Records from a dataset

---------------

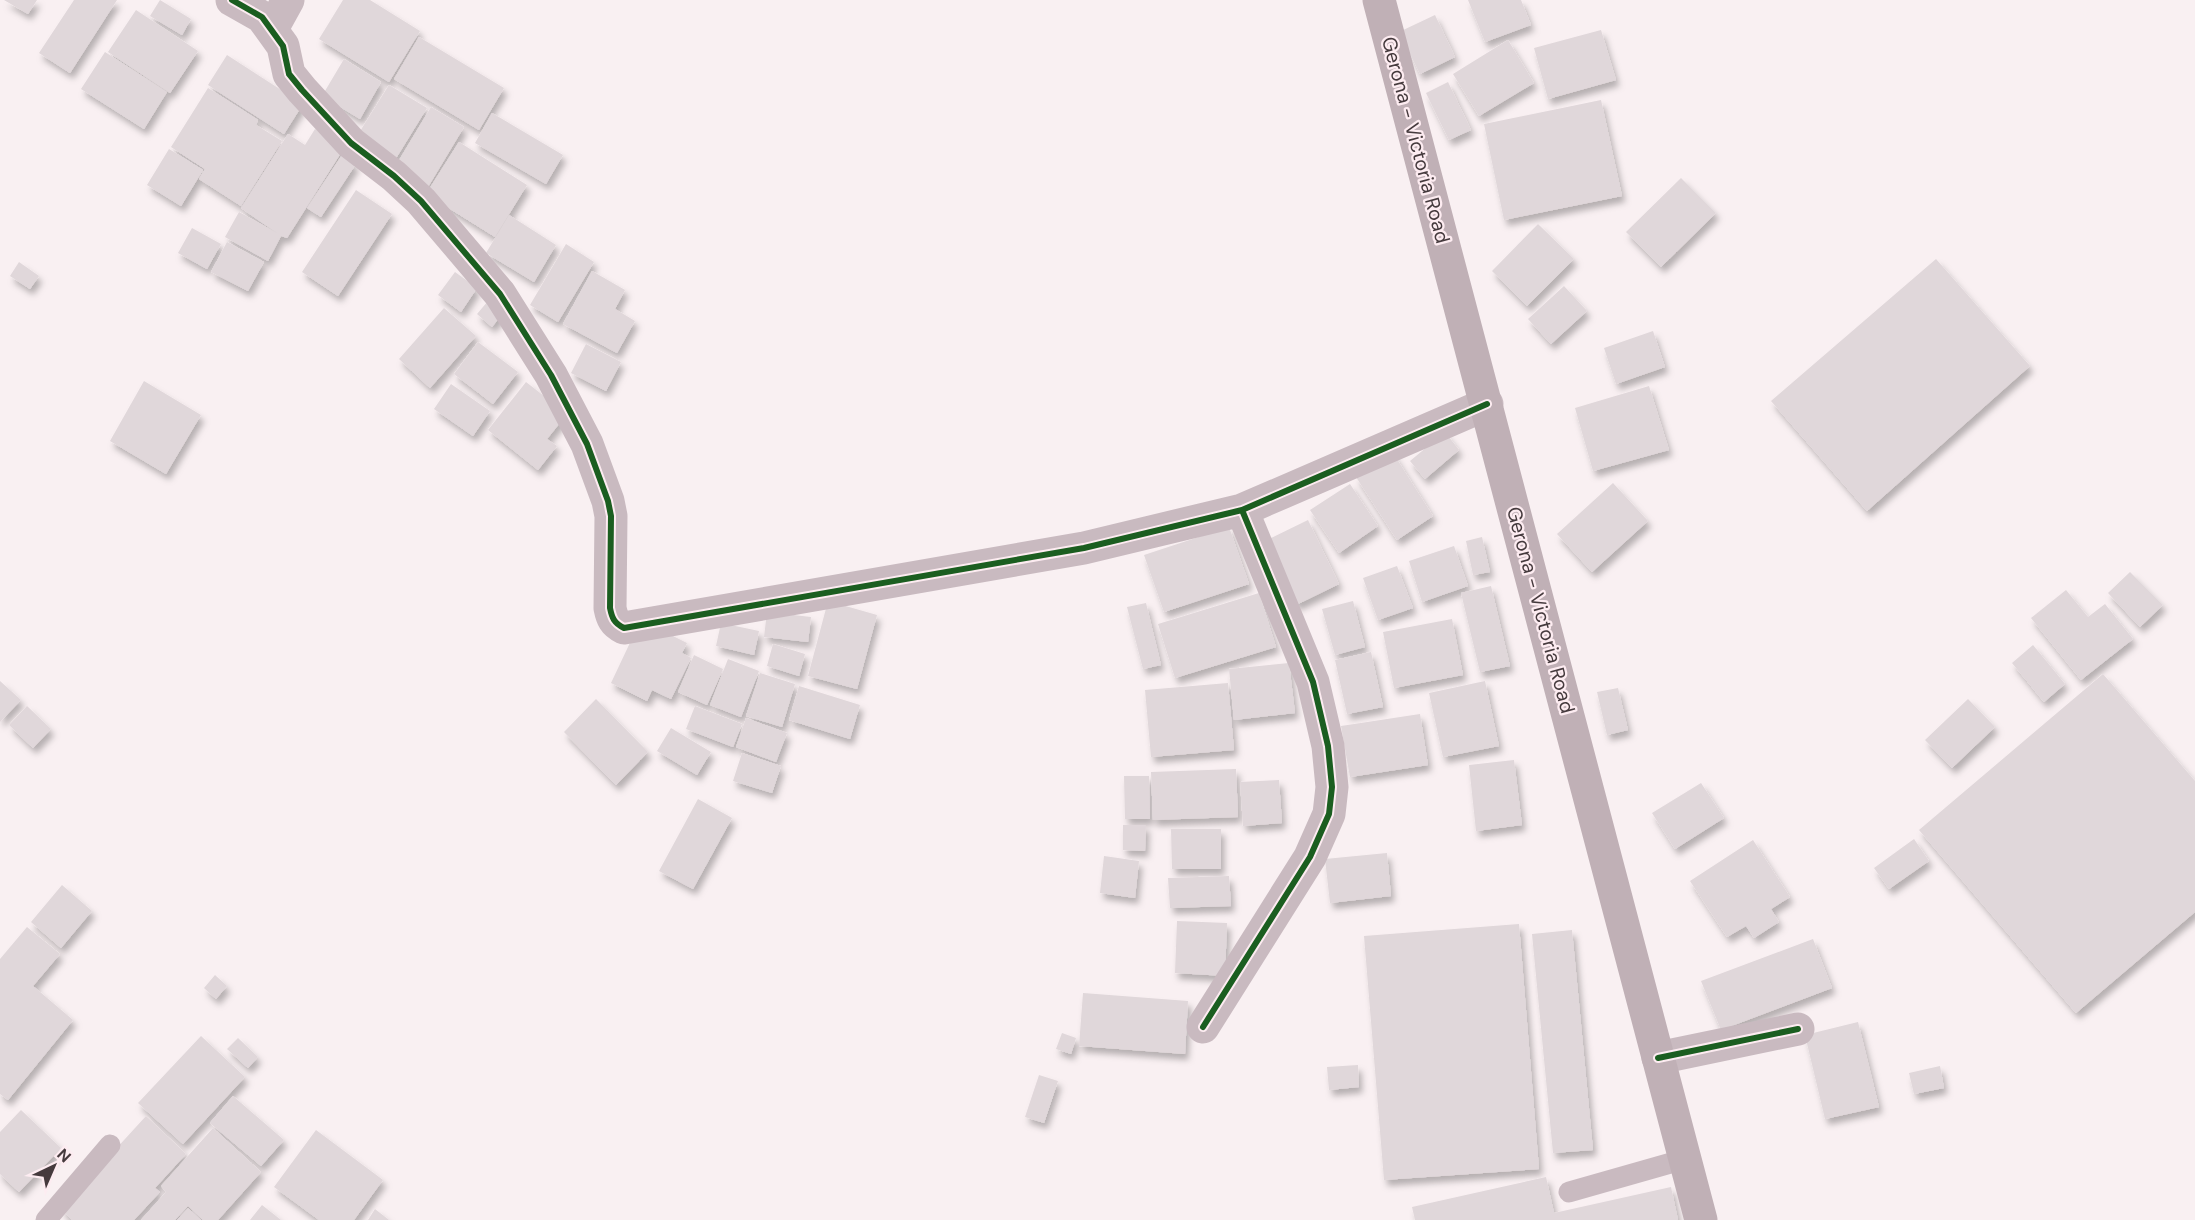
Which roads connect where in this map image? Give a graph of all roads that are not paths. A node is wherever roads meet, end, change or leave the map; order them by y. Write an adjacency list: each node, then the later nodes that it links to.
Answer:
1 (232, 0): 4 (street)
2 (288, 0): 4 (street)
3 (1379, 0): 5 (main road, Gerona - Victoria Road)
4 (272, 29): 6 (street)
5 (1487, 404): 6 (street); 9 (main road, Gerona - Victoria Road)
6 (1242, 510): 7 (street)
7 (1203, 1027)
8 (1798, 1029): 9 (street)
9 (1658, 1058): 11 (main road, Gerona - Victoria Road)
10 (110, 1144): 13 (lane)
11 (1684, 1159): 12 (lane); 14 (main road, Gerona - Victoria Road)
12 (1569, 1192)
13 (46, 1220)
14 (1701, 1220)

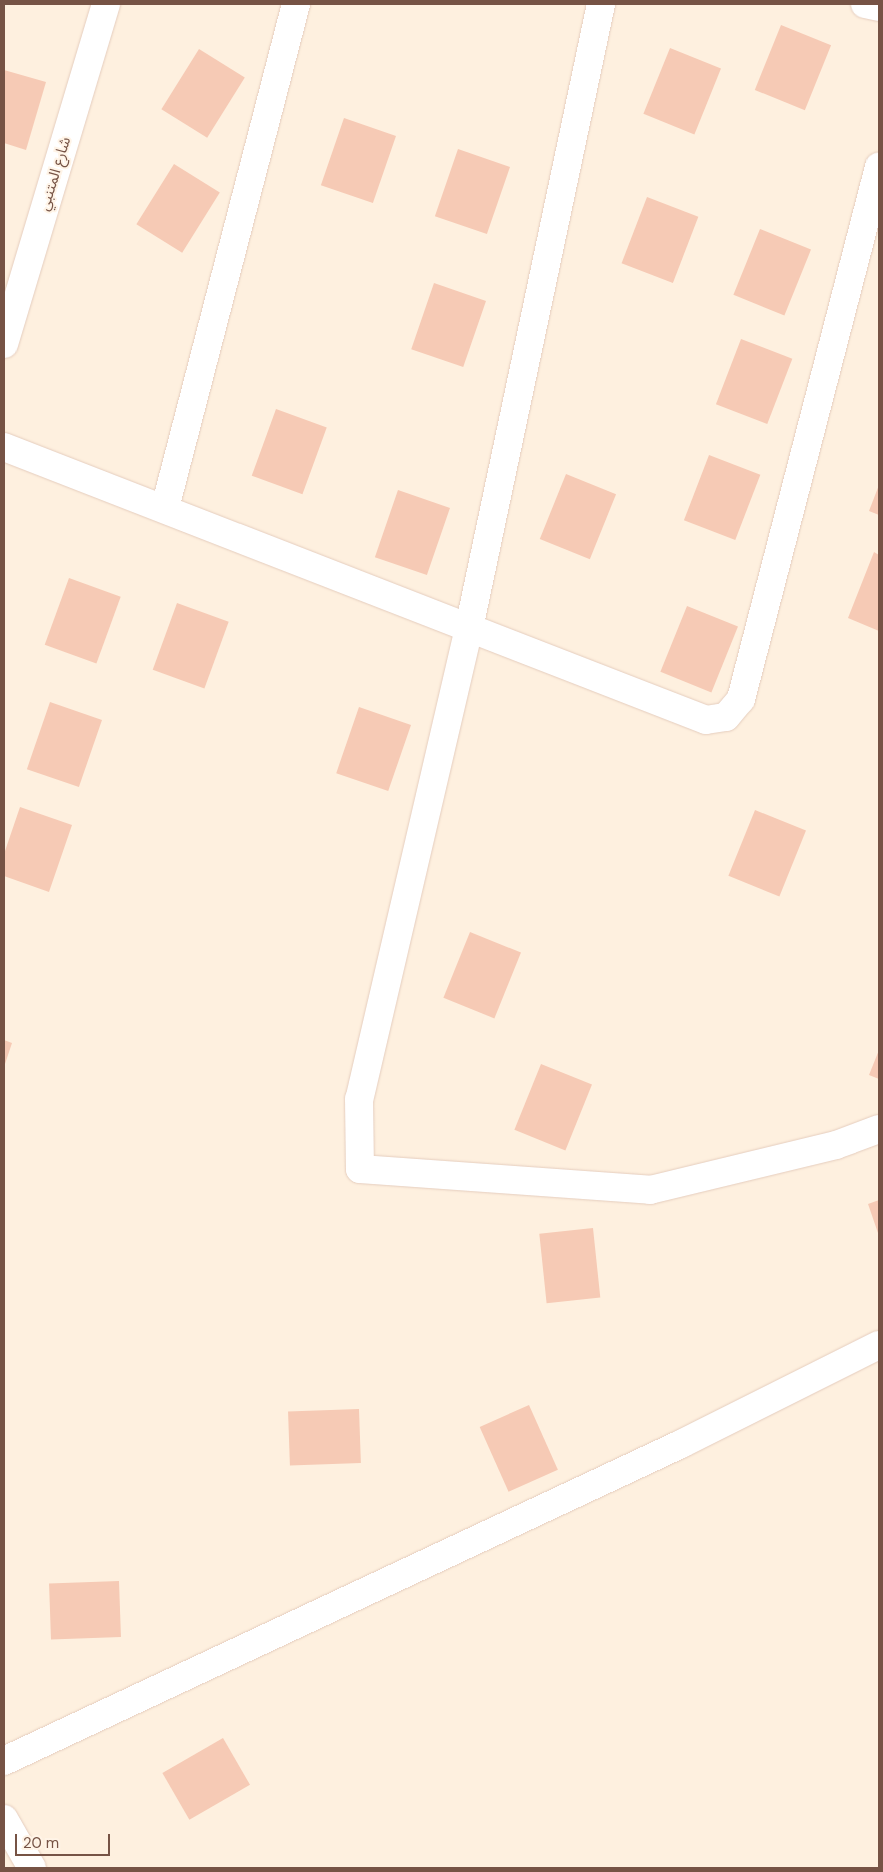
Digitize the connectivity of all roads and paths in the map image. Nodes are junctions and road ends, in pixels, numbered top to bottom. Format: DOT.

---------------

▶ EXERCISE GOAL:
Reprint the entries above exactly, images removed.

▶ SOLUTION:
Which roads connect where in this map image? Give a graph of all roads that are not paths. A node is wherever roads meet, end, change or leave the map; order them by y. Write an adjacency list: each node, then the later nodes that it links to.
Answer:
1 (232, 0): 4 (street)
2 (288, 0): 4 (street)
3 (1379, 0): 5 (main road, Gerona - Victoria Road)
4 (272, 29): 6 (street)
5 (1487, 404): 6 (street); 9 (main road, Gerona - Victoria Road)
6 (1242, 510): 7 (street)
7 (1203, 1027)
8 (1798, 1029): 9 (street)
9 (1658, 1058): 11 (main road, Gerona - Victoria Road)
10 (110, 1144): 13 (lane)
11 (1684, 1159): 12 (lane); 14 (main road, Gerona - Victoria Road)
12 (1569, 1192)
13 (46, 1220)
14 (1701, 1220)

Digitize the connectivity of all roads and paths in the map image. Nodes are junctions and road ends, in pixels, numbered top to bottom. Format: DOT.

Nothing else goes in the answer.